> TASK GOAL: Output all records verbatim.

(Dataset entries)
==*==

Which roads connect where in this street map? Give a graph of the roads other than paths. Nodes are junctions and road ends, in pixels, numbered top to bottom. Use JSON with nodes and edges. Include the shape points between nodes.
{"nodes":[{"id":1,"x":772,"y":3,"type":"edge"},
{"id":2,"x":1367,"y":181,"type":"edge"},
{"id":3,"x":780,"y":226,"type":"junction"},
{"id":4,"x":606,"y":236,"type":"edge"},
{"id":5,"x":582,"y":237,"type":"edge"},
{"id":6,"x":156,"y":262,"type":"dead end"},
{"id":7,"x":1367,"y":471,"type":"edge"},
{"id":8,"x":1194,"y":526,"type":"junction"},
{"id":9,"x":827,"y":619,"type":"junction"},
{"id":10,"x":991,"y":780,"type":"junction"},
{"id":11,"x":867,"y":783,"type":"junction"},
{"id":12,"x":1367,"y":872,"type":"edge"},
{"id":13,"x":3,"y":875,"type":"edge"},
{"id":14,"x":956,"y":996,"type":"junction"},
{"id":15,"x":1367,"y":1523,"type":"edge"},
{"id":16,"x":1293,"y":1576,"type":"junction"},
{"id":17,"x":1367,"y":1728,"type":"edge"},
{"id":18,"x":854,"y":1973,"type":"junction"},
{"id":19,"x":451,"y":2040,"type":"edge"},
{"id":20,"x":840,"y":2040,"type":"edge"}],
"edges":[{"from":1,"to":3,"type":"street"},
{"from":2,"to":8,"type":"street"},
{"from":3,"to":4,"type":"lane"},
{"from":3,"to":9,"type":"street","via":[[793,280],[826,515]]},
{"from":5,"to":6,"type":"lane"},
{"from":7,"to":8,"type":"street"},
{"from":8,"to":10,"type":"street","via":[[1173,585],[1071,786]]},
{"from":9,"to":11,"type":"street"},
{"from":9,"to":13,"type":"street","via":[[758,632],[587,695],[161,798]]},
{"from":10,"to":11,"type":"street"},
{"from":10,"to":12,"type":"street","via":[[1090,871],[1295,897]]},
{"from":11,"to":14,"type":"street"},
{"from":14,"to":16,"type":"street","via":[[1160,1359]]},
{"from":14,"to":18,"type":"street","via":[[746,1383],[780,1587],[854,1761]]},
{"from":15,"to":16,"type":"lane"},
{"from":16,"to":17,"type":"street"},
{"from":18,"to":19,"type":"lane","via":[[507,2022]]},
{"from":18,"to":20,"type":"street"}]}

==*==

> PROBLEM SOLUTION:
Which roads connect where in this street map? Give a graph of the roads other than paths. Nodes are junctions and road ends, in pixels, numbered top to bottom. Use JSON with nodes and edges. Include the shape points between nodes.
{"nodes":[{"id":1,"x":772,"y":3,"type":"edge"},
{"id":2,"x":1367,"y":181,"type":"edge"},
{"id":3,"x":780,"y":226,"type":"junction"},
{"id":4,"x":606,"y":236,"type":"edge"},
{"id":5,"x":582,"y":237,"type":"edge"},
{"id":6,"x":156,"y":262,"type":"dead end"},
{"id":7,"x":1367,"y":471,"type":"edge"},
{"id":8,"x":1194,"y":526,"type":"junction"},
{"id":9,"x":827,"y":619,"type":"junction"},
{"id":10,"x":991,"y":780,"type":"junction"},
{"id":11,"x":867,"y":783,"type":"junction"},
{"id":12,"x":1367,"y":872,"type":"edge"},
{"id":13,"x":3,"y":875,"type":"edge"},
{"id":14,"x":956,"y":996,"type":"junction"},
{"id":15,"x":1367,"y":1523,"type":"edge"},
{"id":16,"x":1293,"y":1576,"type":"junction"},
{"id":17,"x":1367,"y":1728,"type":"edge"},
{"id":18,"x":854,"y":1973,"type":"junction"},
{"id":19,"x":451,"y":2040,"type":"edge"},
{"id":20,"x":840,"y":2040,"type":"edge"}],
"edges":[{"from":1,"to":3,"type":"street"},
{"from":2,"to":8,"type":"street"},
{"from":3,"to":4,"type":"lane"},
{"from":3,"to":9,"type":"street","via":[[793,280],[826,515]]},
{"from":5,"to":6,"type":"lane"},
{"from":7,"to":8,"type":"street"},
{"from":8,"to":10,"type":"street","via":[[1173,585],[1071,786]]},
{"from":9,"to":11,"type":"street"},
{"from":9,"to":13,"type":"street","via":[[758,632],[587,695],[161,798]]},
{"from":10,"to":11,"type":"street"},
{"from":10,"to":12,"type":"street","via":[[1090,871],[1295,897]]},
{"from":11,"to":14,"type":"street"},
{"from":14,"to":16,"type":"street","via":[[1160,1359]]},
{"from":14,"to":18,"type":"street","via":[[746,1383],[780,1587],[854,1761]]},
{"from":15,"to":16,"type":"lane"},
{"from":16,"to":17,"type":"street"},
{"from":18,"to":19,"type":"lane","via":[[507,2022]]},
{"from":18,"to":20,"type":"street"}]}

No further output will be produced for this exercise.